(Source data)
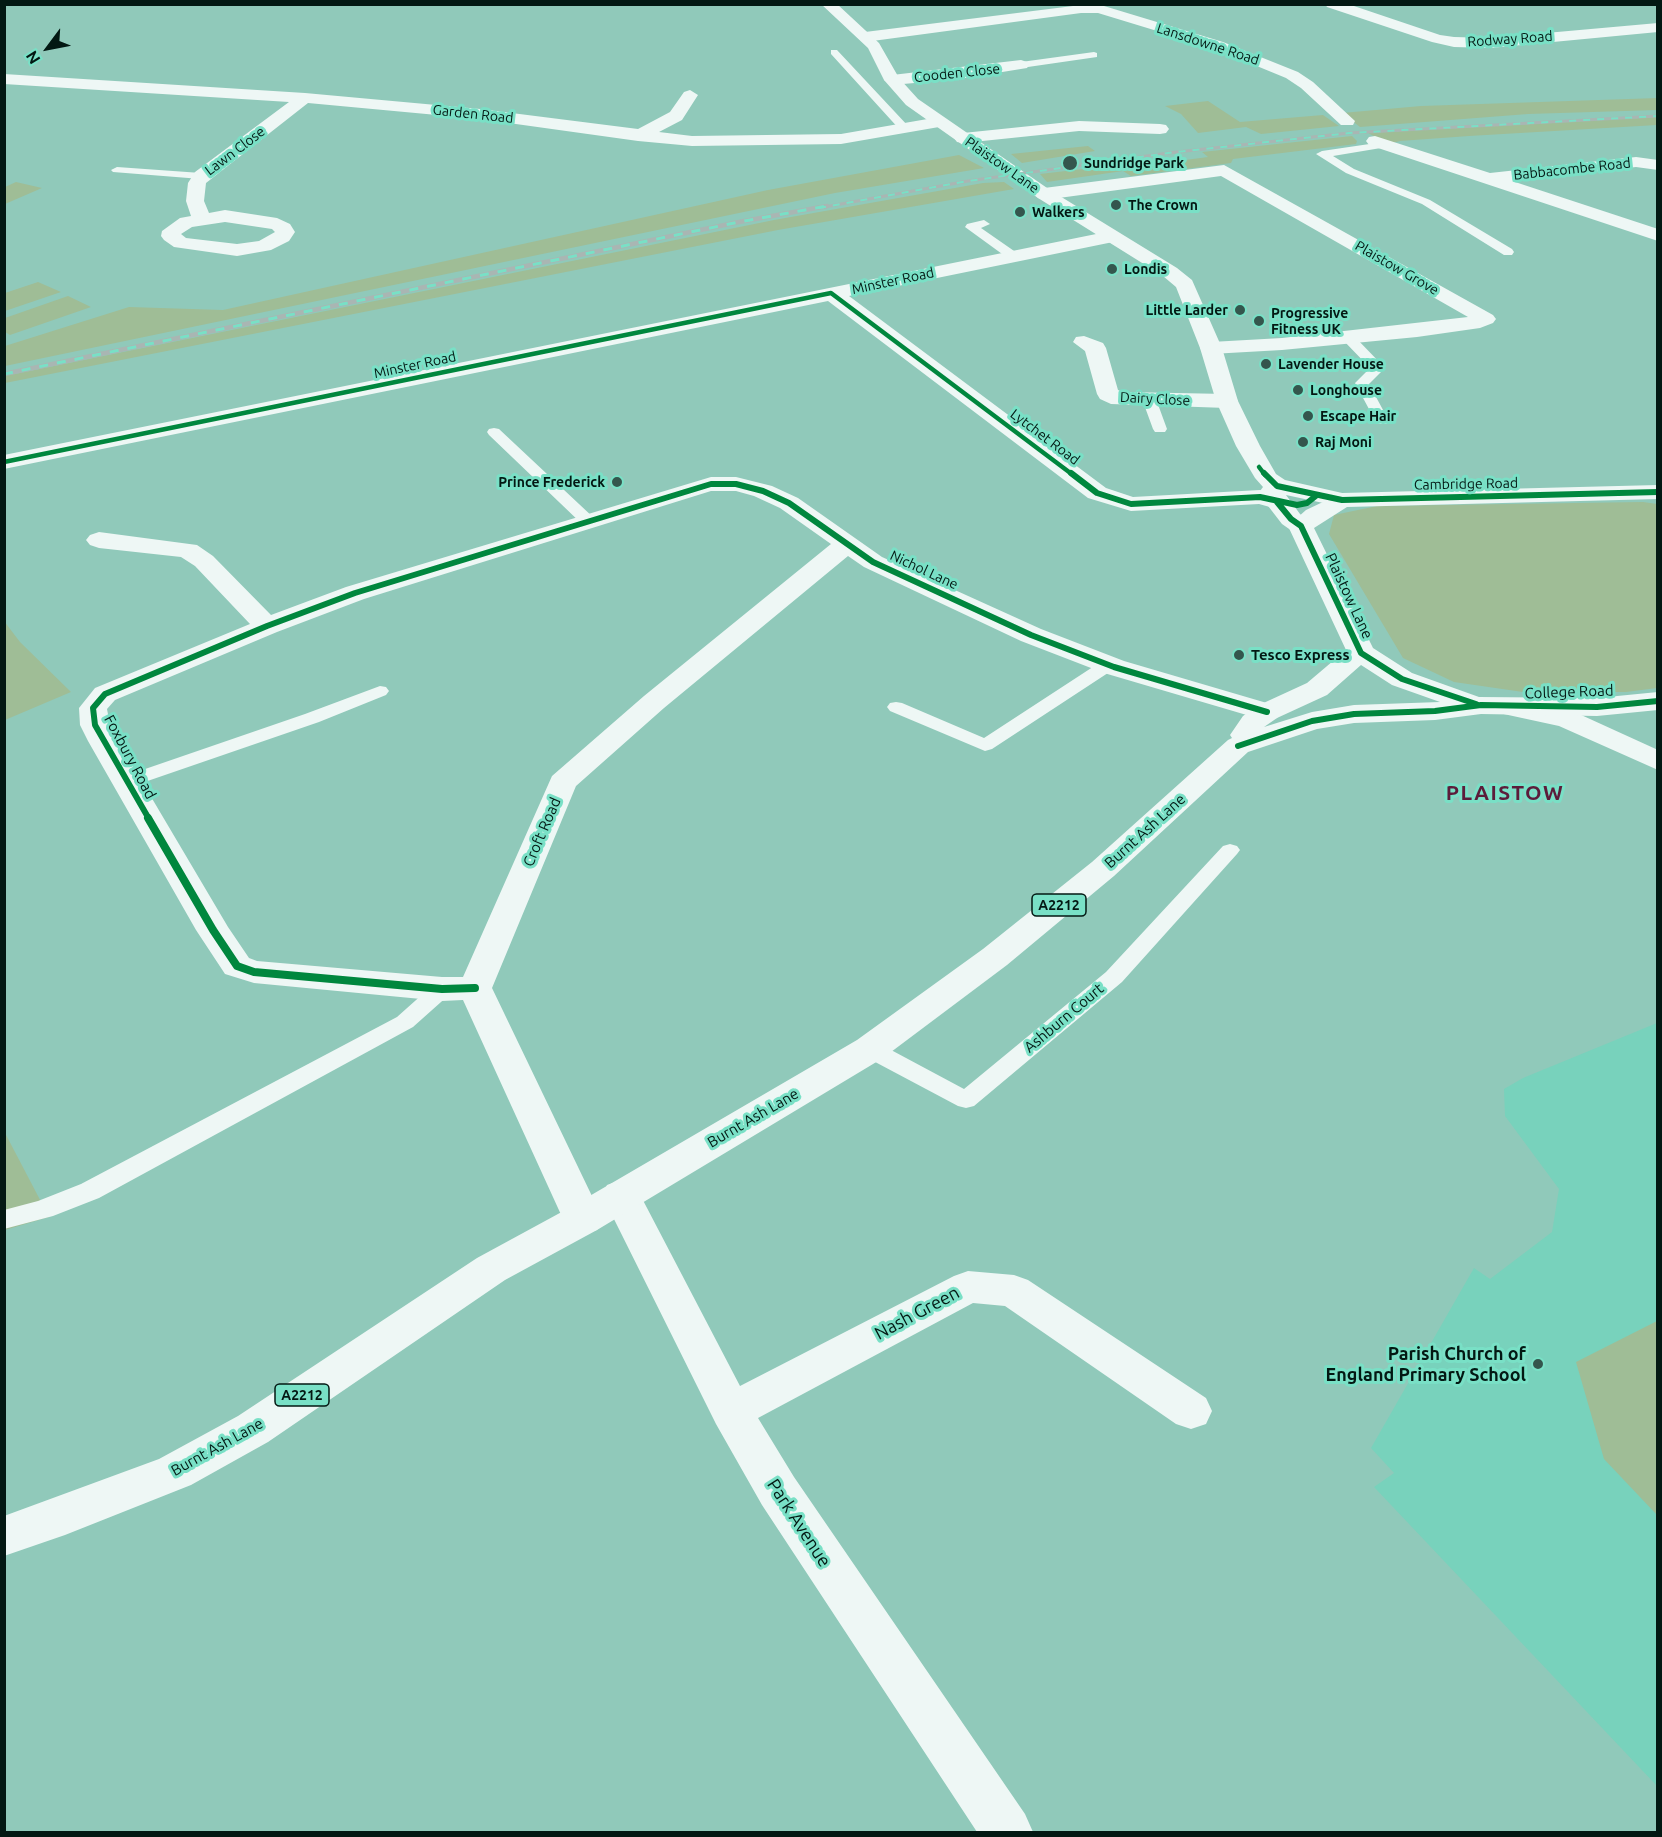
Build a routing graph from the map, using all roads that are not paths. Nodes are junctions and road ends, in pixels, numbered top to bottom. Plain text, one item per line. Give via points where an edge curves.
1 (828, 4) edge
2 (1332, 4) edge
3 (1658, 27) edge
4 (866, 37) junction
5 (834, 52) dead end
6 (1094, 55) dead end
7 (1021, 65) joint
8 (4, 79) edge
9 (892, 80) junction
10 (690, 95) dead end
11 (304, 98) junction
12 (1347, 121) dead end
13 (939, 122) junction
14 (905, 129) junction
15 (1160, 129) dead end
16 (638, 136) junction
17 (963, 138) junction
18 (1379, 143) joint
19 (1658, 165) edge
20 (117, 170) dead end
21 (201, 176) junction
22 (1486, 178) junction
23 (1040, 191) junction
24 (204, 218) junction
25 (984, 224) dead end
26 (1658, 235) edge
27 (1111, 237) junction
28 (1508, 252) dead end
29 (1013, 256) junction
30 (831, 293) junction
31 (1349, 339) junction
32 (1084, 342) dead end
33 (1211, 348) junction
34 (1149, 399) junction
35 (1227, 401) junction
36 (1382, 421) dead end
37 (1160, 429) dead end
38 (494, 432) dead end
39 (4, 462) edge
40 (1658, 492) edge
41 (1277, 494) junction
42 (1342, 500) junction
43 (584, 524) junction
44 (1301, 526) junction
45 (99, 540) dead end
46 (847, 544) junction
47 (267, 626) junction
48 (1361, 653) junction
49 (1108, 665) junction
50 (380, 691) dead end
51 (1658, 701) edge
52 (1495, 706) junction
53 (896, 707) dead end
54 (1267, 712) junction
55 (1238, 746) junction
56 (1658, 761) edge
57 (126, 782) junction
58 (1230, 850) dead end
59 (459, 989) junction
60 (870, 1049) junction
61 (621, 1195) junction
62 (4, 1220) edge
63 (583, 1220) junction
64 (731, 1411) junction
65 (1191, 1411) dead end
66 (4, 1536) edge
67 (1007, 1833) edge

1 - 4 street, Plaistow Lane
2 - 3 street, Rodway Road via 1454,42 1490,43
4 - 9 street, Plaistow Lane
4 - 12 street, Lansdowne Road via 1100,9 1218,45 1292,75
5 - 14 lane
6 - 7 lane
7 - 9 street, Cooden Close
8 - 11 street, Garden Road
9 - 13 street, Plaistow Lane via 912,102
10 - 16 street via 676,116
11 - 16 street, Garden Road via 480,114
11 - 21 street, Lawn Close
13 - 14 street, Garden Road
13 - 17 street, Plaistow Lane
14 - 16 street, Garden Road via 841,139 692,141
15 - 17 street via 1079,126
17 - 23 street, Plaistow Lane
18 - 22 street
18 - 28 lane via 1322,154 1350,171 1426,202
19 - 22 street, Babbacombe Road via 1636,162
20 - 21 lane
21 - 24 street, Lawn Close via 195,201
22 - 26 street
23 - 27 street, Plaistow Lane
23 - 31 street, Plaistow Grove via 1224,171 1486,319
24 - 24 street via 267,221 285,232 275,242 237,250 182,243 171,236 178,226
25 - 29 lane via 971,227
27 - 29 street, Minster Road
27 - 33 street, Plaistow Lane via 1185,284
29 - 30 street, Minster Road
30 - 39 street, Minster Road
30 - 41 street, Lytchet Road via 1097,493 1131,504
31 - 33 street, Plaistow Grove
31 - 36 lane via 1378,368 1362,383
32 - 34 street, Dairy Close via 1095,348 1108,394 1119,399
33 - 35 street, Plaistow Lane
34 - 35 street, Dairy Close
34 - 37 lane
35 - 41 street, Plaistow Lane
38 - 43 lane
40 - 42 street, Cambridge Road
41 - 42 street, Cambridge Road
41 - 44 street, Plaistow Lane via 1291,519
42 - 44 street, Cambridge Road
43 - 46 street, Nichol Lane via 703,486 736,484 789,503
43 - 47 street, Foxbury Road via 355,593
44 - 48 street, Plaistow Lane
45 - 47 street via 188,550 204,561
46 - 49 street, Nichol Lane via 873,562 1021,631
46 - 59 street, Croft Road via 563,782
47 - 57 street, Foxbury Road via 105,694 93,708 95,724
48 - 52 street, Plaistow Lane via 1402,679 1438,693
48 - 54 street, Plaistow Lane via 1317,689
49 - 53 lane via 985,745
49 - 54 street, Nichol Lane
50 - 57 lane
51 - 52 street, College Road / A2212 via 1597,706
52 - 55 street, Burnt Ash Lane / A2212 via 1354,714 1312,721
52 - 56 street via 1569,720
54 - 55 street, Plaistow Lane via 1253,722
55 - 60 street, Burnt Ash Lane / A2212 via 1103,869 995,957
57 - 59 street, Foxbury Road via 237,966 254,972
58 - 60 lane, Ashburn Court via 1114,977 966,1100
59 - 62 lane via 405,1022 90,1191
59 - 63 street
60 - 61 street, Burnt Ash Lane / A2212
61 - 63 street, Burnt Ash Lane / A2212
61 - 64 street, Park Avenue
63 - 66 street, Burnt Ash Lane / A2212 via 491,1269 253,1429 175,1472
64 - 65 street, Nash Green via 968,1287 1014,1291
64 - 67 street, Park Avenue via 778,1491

▸ **EXERCISE BRIEF**
Lines with the word "Grove" in them should be copied from the preceding records.

▸ **SOLUTION FOR THIS EXERCISE**
23 - 31 street, Plaistow Grove via 1224,171 1486,319
31 - 33 street, Plaistow Grove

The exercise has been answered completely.